### INSTRUCTIONS TO FOLLOW
Among the entries below, which lines include the string "graph"? Show each one.

[Dataset entries]
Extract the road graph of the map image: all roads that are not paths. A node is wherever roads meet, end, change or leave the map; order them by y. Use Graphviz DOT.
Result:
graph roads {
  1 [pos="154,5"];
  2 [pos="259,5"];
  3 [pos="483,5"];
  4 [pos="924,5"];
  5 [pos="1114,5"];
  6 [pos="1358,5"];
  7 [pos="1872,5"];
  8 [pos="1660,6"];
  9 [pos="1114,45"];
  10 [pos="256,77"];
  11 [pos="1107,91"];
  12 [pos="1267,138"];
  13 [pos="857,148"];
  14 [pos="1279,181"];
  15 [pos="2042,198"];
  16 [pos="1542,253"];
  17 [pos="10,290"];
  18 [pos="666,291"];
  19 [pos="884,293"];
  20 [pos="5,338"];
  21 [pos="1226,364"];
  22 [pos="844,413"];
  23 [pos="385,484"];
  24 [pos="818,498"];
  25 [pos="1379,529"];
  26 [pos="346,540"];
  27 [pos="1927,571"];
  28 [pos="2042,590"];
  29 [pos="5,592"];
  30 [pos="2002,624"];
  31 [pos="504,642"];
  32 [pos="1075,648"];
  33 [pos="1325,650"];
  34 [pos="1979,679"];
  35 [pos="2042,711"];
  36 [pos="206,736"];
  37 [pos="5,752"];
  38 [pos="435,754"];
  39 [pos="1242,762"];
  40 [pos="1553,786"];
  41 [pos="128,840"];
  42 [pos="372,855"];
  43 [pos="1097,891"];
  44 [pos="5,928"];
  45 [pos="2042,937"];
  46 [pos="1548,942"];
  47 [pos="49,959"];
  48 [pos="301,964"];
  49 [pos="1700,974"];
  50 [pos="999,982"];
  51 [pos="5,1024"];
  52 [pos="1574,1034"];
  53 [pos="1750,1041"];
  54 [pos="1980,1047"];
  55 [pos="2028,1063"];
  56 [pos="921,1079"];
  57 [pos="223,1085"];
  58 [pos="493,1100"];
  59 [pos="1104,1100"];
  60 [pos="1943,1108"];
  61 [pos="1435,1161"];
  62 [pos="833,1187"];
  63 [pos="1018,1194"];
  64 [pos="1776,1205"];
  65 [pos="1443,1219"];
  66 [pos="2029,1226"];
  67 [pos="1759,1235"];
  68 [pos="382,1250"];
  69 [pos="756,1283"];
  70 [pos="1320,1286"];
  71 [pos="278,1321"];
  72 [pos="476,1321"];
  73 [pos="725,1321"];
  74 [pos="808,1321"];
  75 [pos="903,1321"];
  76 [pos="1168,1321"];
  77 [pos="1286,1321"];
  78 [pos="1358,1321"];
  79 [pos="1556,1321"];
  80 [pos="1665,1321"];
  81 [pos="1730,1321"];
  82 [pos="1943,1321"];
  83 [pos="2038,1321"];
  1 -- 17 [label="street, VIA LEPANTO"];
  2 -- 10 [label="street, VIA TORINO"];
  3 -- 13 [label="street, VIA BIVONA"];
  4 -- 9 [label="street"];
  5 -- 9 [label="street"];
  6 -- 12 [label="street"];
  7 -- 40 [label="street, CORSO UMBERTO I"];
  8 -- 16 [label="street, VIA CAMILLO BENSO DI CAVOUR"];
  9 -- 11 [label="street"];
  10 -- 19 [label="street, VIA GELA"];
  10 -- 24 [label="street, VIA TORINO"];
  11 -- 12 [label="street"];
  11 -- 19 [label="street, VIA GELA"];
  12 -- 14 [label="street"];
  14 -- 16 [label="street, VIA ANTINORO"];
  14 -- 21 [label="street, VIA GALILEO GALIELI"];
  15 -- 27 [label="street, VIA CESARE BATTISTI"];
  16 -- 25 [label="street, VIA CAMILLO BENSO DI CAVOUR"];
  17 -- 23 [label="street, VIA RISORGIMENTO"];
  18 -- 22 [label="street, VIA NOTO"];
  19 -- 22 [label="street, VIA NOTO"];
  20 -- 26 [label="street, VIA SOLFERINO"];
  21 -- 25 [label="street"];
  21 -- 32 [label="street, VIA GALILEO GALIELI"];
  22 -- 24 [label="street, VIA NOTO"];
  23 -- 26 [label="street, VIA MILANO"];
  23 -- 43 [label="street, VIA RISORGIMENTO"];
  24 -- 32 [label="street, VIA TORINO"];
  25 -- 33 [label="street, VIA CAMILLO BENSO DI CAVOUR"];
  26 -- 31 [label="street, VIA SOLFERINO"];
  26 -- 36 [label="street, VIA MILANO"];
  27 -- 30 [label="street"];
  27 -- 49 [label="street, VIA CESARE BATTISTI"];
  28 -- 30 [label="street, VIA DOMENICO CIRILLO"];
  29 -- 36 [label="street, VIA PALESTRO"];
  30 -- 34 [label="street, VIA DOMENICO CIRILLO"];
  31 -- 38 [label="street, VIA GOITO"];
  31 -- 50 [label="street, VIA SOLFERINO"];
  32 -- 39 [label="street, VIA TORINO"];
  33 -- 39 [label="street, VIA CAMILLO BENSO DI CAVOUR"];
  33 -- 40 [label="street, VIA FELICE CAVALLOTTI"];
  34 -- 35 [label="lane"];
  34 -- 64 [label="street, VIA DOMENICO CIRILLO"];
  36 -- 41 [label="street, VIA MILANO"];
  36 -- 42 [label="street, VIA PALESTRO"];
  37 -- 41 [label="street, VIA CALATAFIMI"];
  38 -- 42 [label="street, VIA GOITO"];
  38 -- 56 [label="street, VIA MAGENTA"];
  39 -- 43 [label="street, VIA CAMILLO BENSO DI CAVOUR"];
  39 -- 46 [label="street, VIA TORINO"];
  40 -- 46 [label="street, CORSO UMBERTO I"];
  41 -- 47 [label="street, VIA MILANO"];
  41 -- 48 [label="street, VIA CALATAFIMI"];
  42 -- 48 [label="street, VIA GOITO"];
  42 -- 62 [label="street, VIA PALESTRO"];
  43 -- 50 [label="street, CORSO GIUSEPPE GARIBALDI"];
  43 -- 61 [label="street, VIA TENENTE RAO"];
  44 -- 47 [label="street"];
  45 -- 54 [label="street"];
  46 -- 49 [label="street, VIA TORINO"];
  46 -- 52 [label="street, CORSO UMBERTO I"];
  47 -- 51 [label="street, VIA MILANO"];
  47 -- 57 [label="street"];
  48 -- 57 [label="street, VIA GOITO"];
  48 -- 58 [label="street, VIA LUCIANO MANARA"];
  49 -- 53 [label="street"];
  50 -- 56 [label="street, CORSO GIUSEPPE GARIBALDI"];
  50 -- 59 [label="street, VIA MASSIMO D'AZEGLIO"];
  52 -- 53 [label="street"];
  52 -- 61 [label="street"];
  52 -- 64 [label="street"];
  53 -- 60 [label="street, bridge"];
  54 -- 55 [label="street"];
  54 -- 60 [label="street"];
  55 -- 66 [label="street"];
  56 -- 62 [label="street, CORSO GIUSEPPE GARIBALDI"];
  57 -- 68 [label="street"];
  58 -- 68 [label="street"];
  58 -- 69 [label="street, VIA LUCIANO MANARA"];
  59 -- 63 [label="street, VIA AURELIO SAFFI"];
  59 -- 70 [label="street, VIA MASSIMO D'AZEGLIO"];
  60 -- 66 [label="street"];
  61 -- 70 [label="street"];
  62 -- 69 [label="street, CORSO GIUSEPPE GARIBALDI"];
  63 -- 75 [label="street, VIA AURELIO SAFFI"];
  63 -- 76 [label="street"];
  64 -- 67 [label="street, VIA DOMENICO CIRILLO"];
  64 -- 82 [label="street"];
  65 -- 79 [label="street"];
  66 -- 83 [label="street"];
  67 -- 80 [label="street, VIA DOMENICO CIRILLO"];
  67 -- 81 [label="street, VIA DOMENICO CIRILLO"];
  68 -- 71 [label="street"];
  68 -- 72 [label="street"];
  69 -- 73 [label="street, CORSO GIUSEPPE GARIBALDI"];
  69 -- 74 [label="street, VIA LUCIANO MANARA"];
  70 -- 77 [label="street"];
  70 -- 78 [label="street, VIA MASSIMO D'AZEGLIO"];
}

### ANSWER TO THIS TASK
Extract the road graph of the map image: all roads that are not paths. A node is wherever roads meet, end, change or leave the map; order them by y. Use Graphviz DOT.
graph roads {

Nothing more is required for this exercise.